В последнем из упомянутых блоковских стихотворений верховный центр поэтической картины, ее творящий, организующий источник не так очевиден, не в такой мере мифологизирован и олицетворен, как в трех предыдущих примерах. Тем показательней, что и тут движение распространяется сверху вниз, из центра к периферии, от причины к следствию, то есть с соблюдением все тех же иерархических градаций: «Город в красные пределы / Мертвый лик свой обратил. / Серо-каменное тело / Кровью солнца окатил». Город (у которого, кстати, есть не только «тело», что мог бы сказать и Заболоцкий, но и «лик») как ноумен и целое выше и первичнее своих частных проявлений. Оттого именно, что он облил себя «кровью солнца», все воспламеняется жаждой разгула и пускается в пляс:
Стены фабрик, стекла окон,Красно-рыжее пальто,Развивающийся локон —Все закатом залито.
Блещут искристые гривыЗолотых, как жар, коней,Мчатся бешеные диваЖадных облачных грудей.
Красный дворик плещет ведраС пьяно-алою водой,Пляшут огненные бедраПроститутки площадной.

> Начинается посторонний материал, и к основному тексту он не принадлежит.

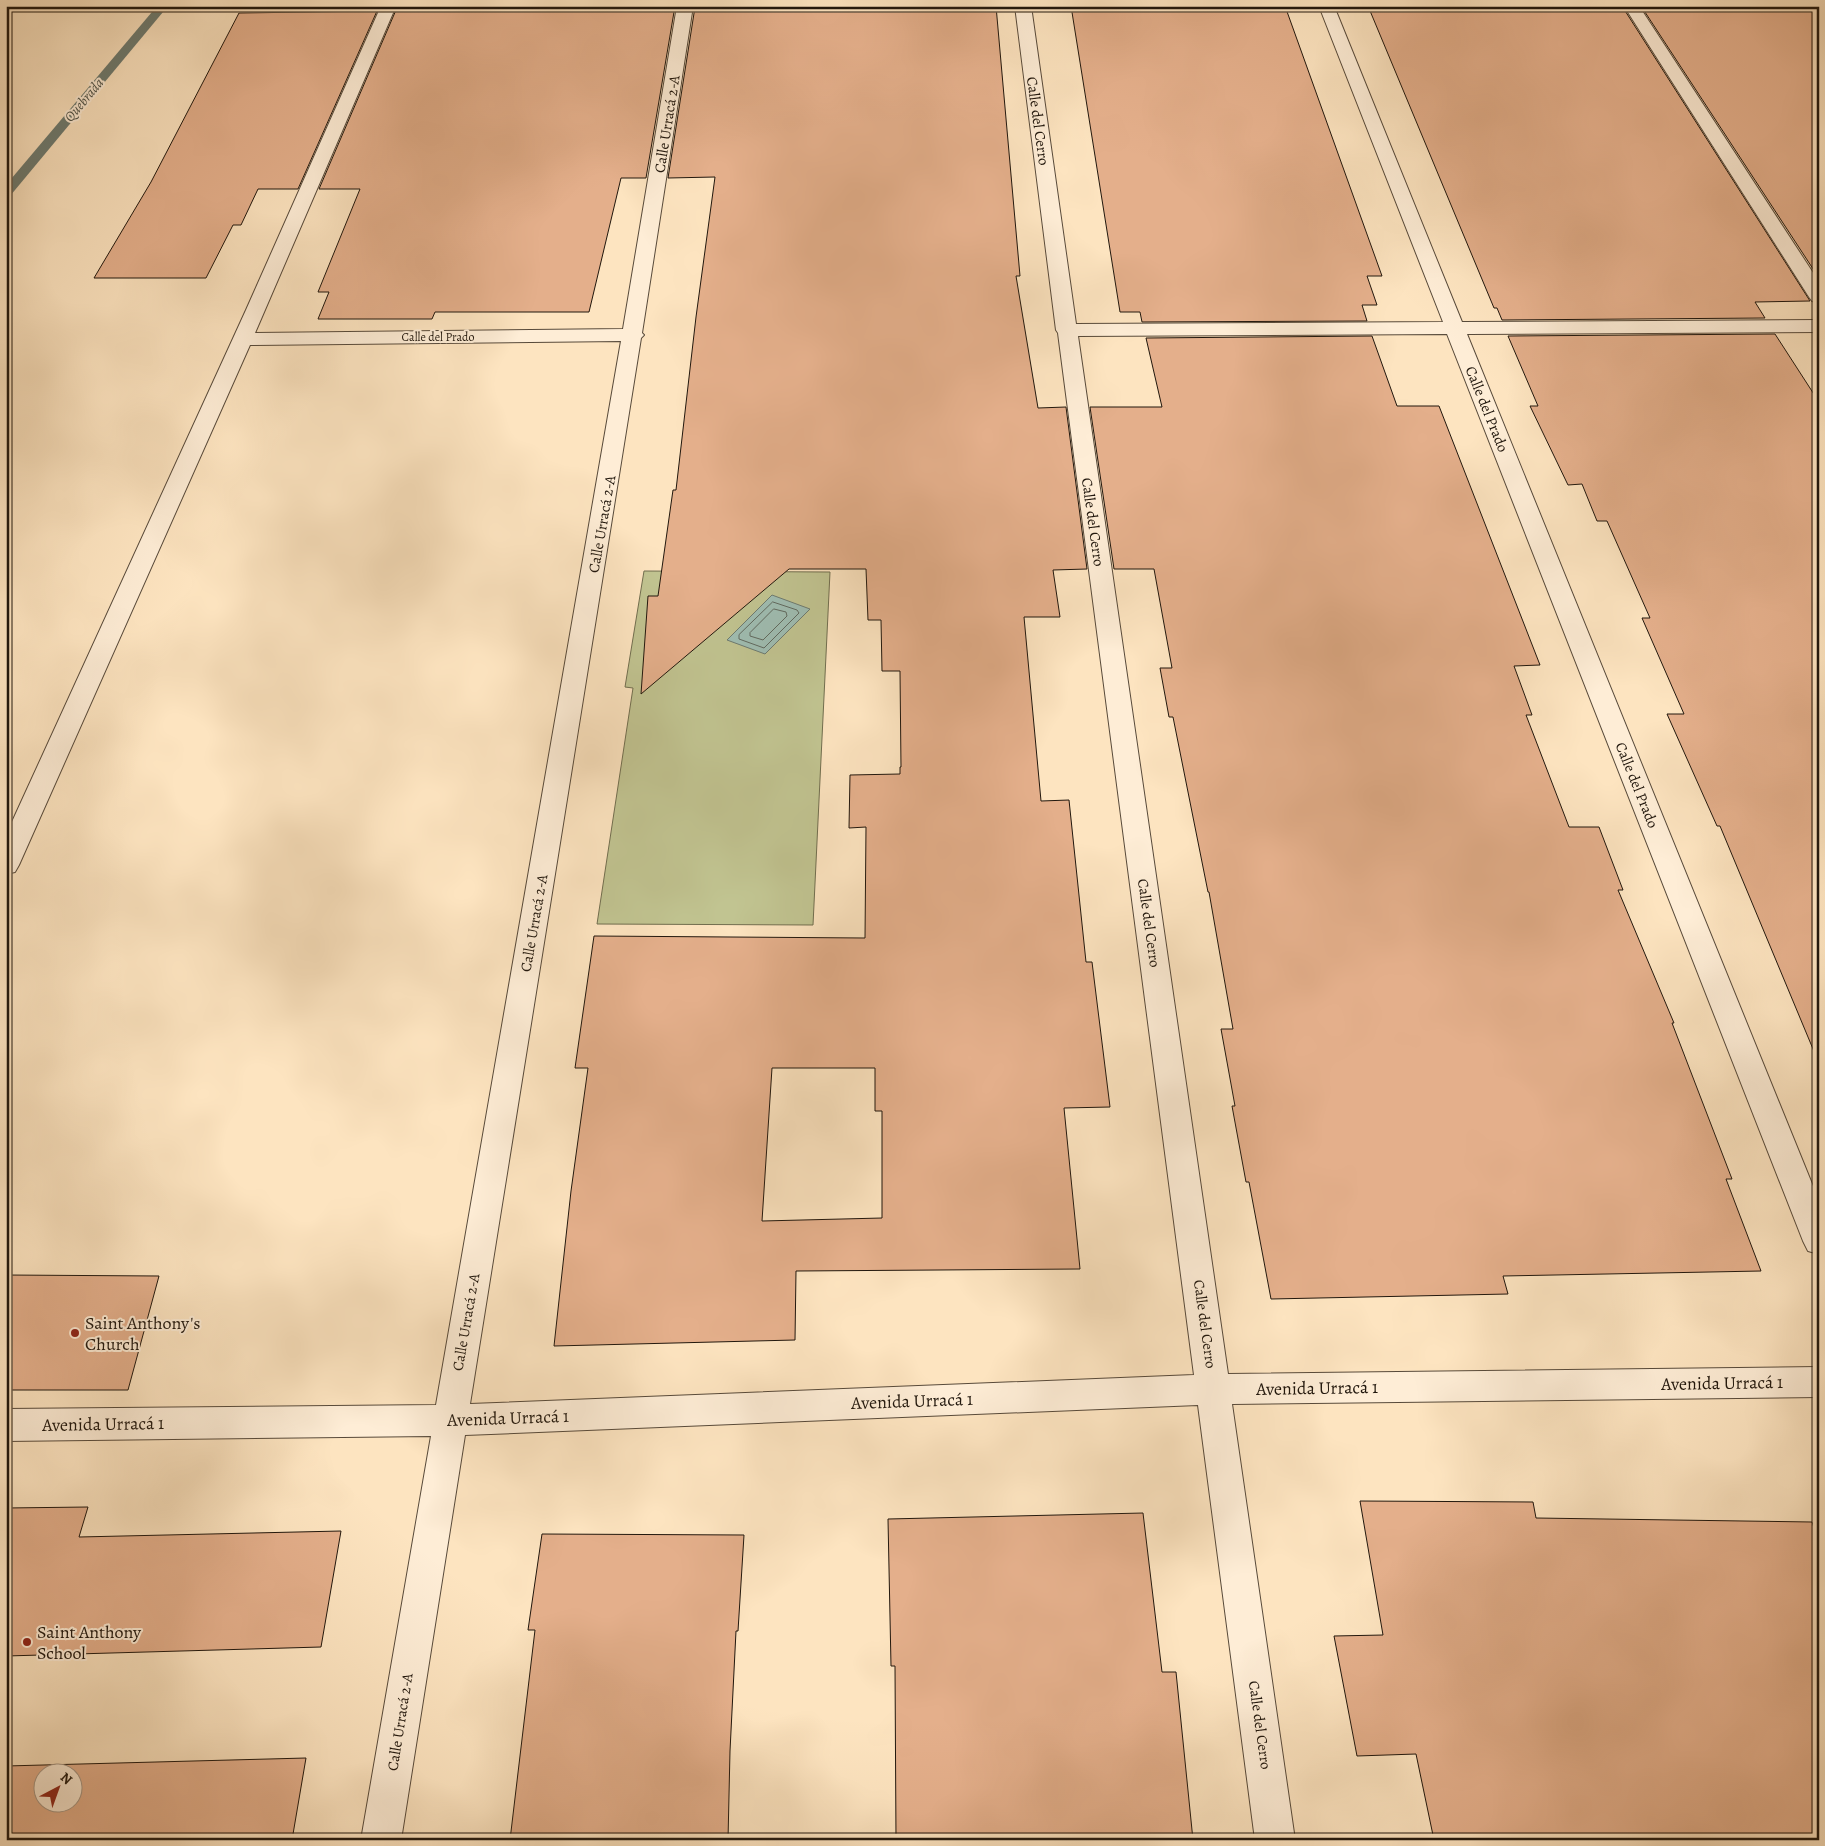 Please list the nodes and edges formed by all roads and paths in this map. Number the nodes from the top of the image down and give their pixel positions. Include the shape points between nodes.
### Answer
1 (389, 6) edge
2 (685, 6) edge
3 (1023, 6) edge
4 (1326, 6) edge
5 (1631, 6) edge
6 (1819, 297) edge
7 (1819, 326) edge
8 (1455, 329) junction
9 (1066, 330) junction
10 (634, 335) junction
11 (242, 338) junction
12 (6, 865) edge
13 (1819, 1241) edge
14 (1819, 1382) edge
15 (1214, 1389) junction
16 (450, 1420) junction
17 (6, 1426) edge
18 (381, 1840) edge
19 (1275, 1840) edge

1 - 11 street
2 - 10 street, Calle Urracá 2-A
3 - 9 street, Calle del Cerro
4 - 8 street, Calle del Prado
5 - 6 street
7 - 8 street
8 - 9 street
8 - 13 street, Calle del Prado
9 - 15 street, Calle del Cerro
10 - 11 street, Calle del Prado
10 - 16 street, Calle Urracá 2-A
11 - 12 street
14 - 15 street, Avenida Urracá 1
15 - 16 street, Avenida Urracá 1
15 - 19 street, Calle del Cerro
16 - 17 street, Avenida Urracá 1
16 - 18 street, Calle Urracá 2-A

В финале, в коде оргия обретает поднимающийся над земной плоскостью голос: «И на башне колокольной / В гулкий пляс и медный зык / Кажет колокол раздольный / Окровавленный язык». Совершенно очевидно, что в символическом сюжете стихотворения есть деятели первого порядка: город, закат и колокол – и деятели второго порядка, от них зависимые. В этой почти «заболоцкой» пьесе многое уже на грани шокирующего антиэстетизма и неживой предметности. «Огненные бедра» пляшут отдельно от человеческой фигуры, словно отрезанные и гальванизированные. (Замечу, что в поэтике «Столбцов» члены тела существуют независимо от тела как высшего единства: «… ноги точные идут, сгибаясь медленно посередине», I, 352, – как бы помимо намерений собаки, которая их переставляет.) Далее, у Блока еще сглаженное и не выходящее за грань специально поэтического слога: «Мчатся бешеные дива…» – отделено всего одним шагом от заболоцкой неприличности: «Толстозадые русалки / Улетают прямо в небо. / Руки, крепкие, как палки. / Груди круглые, как репа» (1, 86). Но поскольку все же сохраняется космическое «чиноначалие», некая подчиненность частного, материального и случайного общему, духовному и первопричинному, впечатление классической проясненности и согласованности остается и от этого стихотворения.